Wood: Thomas Day is an interesting case because he was born to free parents in southern Virginia, probably mixed race, moved to North Carolina. He’s born at exactly the same time, around the turn of the century, that Nat Turner is born, also in southern Virginia in a slave family. So they are fascinating parallel biographies, that Turner becomes the most violent of revolutionaries and resisting the system, whereas Day floats within it, is not pleased by it, I mean, is a free black in a relatively privileged status compared to those around him, but never, ever fully accommodates to the system. For someone in North Carolina who was not white and who was technically free, maintaining that freedom was a constant chore and a constant challenge, and you could be pulled back into slavery. Sometimes you had to, in the cities you actually had to carry identification papers, there were curfews, you were regulated, you were watched, and your behavior was monitored.
Voiceover: Historians believe that Thomas Day’s father, a moderately successful cabinetmaker, trained his two sons in his craft. Thomas, the younger son, established himself as an able and successful cabinetmaker in Hillsborough while his brother John set up shop in Milton, North Carolina, near Yanceyville. In the early 1820s, Thomas moved to Milton to take over the woodshop his brother would eventually leave to pursue missionary work in Africa.
Marshall: Milton was a very attractive place in the 1820s. I mean, we can go there and say it’s a maybe a one or a two stoplight town now. But Milton was situated very conveniently close to the Dan River which was the main artery of transportation along the North Carolina/Virginia border. So it was also a center of the tobacco trade. The North Carolina General Assembly had designated it a place where people could bring in their tobacco to be graded and traded and it attracted tobacco farmers, it attracted other types of plantation owners. It attracted other tradesmen and craftsmen, as well. So the town was a magnet for maybe a six county area including the counties that were on the other side of the border in Virginia.
Voiceover: As North Carolina began to undergo a great deal of expansion in the first half of the 19the century, and plantation owners began to earn money off of the slavery system, people desired better furniture in their homes. Thomas Day was not only ready and willing to supply custom furniture to the wealthy but he was able to use the advances made possible by the Industrial Revolution.
Wood: He’s getting hold of better tools and he’s able to even follow certain blueprints, if you will, you know, it’s the beginning of, he’s part of the beginning of the North Carolina furniture industry, you know, of really of making things to please a great many people. So some of it was, I don’t want to say mass produced, but he had a group of people, enslaved workers, working with him, whether you can really call him a slave owner or whether he’ simply protecting black workers and operating within the system, anyway he has quite a little operation going in Milton.
Voiceover: Though Thomas day is widely known as a slave holder, debate still exists over his motivation for owning them.
Marshall: Thomas Day’s slave holdings is, I think, one of the hardest things for us today to understand is how someone of the same race can hold someone of their own race in bondage.
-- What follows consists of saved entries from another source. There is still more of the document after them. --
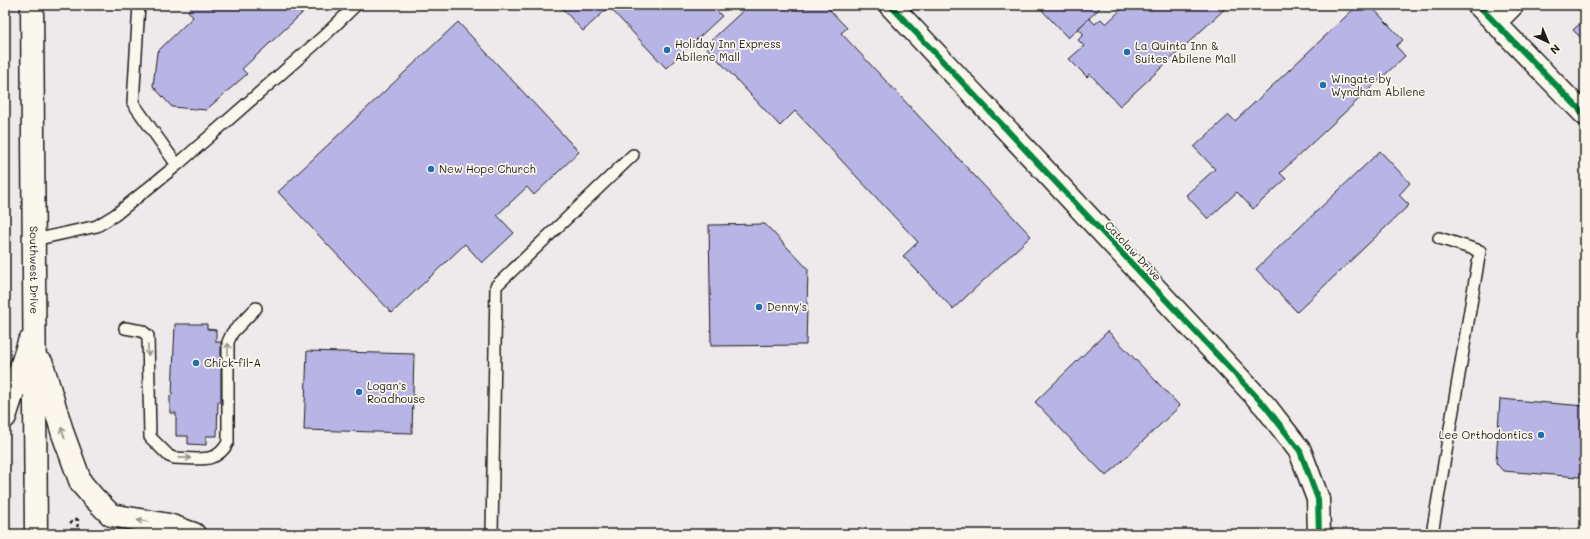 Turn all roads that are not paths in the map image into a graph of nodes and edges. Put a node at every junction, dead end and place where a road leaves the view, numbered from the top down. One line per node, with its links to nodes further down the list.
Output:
1 (32, 5): 12 (main road, Southwest Drive)
2 (139, 5): 10 (lane)
3 (890, 5): 20 (main road, Catclaw Drive)
4 (1478, 5): 7 (street)
5 (1513, 5): 7 (street)
6 (351, 7): 10 (lane)
7 (1495, 24): 8 (street)
8 (1585, 115)
9 (633, 155): 19 (lane)
10 (177, 166): 12 (lane)
11 (1439, 238): 21 (lane)
12 (34, 240): 15 (main road, Southwest Drive)
13 (256, 308): 14 (lane, one-way to 13)
14 (125, 328)
15 (35, 333): 16 (main road); 17 (main road, Southwest Drive); 18 (main road, one-way to 15)
16 (5, 417)
17 (36, 534)
18 (194, 534)
19 (492, 534)
20 (1319, 534)
21 (1432, 534) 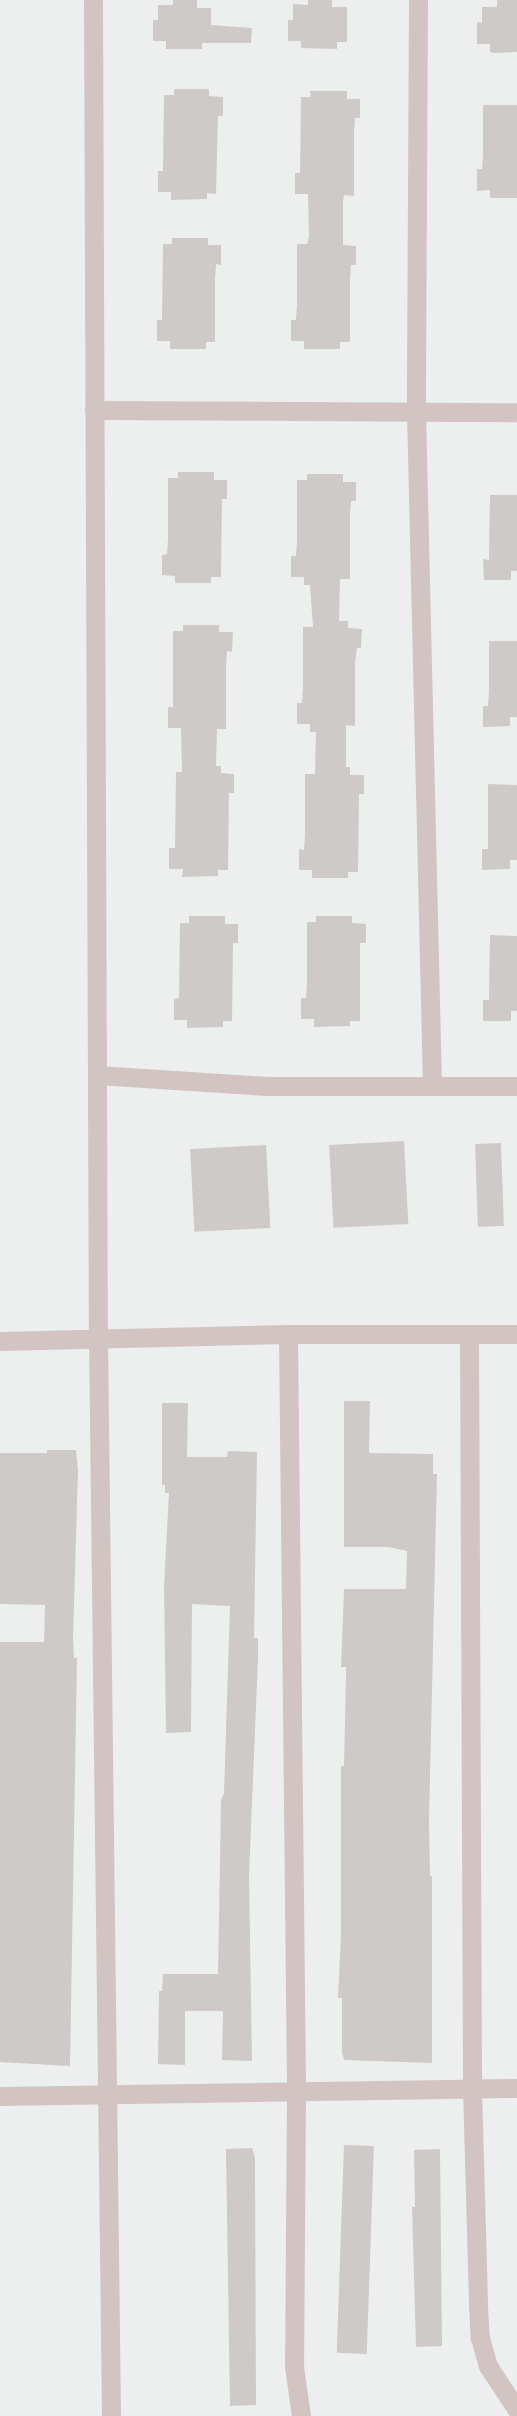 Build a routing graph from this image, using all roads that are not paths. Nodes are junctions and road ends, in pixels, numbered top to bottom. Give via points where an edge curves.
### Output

Wood: There’s no question that he was a slave owner in some technical sense of the term but that is to say there were blacks who worked for him and were listed as slaves. But that’s a very knotty problem as to what was really going on there. He would have been in trouble probably if he’d been employing a free work force. So it may well be that he’s covering for these people, if you wan to use that phrase, you know, that they’re working for him. They’re getting fed. They are part of this operation. But he certainly wouldn’t have been punishing them and exploiting them in the same ways that a white master would have been.
Brown: We’re talking about empowered slaves on Black Issues Forum tonight and right now I’d like to introduce our guests. Dr. Loren Schweninger is the Elizabeth Rosenthal Excellence Professor at the University of North Carolina at Greensboro and is the director of the Race and Slavery Petitions Project. He has co-authored a book with John Hope Franklin due out in the summer of 2005 entitled In Search of the Promised Land: A Slave Family in the Old South.
We also have Dr. Ben Speller, a historic preservationist specializing in the interpretation of the African American experience in plantation life and President of the Historic Hope Foundation in Windsor, North Carolina. Welcome to both of you.
Let’s start off by trying to understand what this whole issue of free blacks is about. How did most free blacks in North Carolina attain their status and I’ll start with you Dr. Schweninger.
Schweninger: There were a variety of means by will and deed and legislative act from the North Carolina General Assembly. You could be freed by your owner. If you were a free person of color and had been freed, if you were a mother of a child, that child would automatically be free because the status of the child took the status of the mother. A slave mother would have a slave child. There were, in North Carolina, Quakers, who freed slaves fairly regularly at least until the 1820s and 1830s. You could gain your freedom by being purchased out of slavery by relatives. A relative could buy you and take you into the family. A mother, a daughter, who was free could buy a mother or a daughter or son.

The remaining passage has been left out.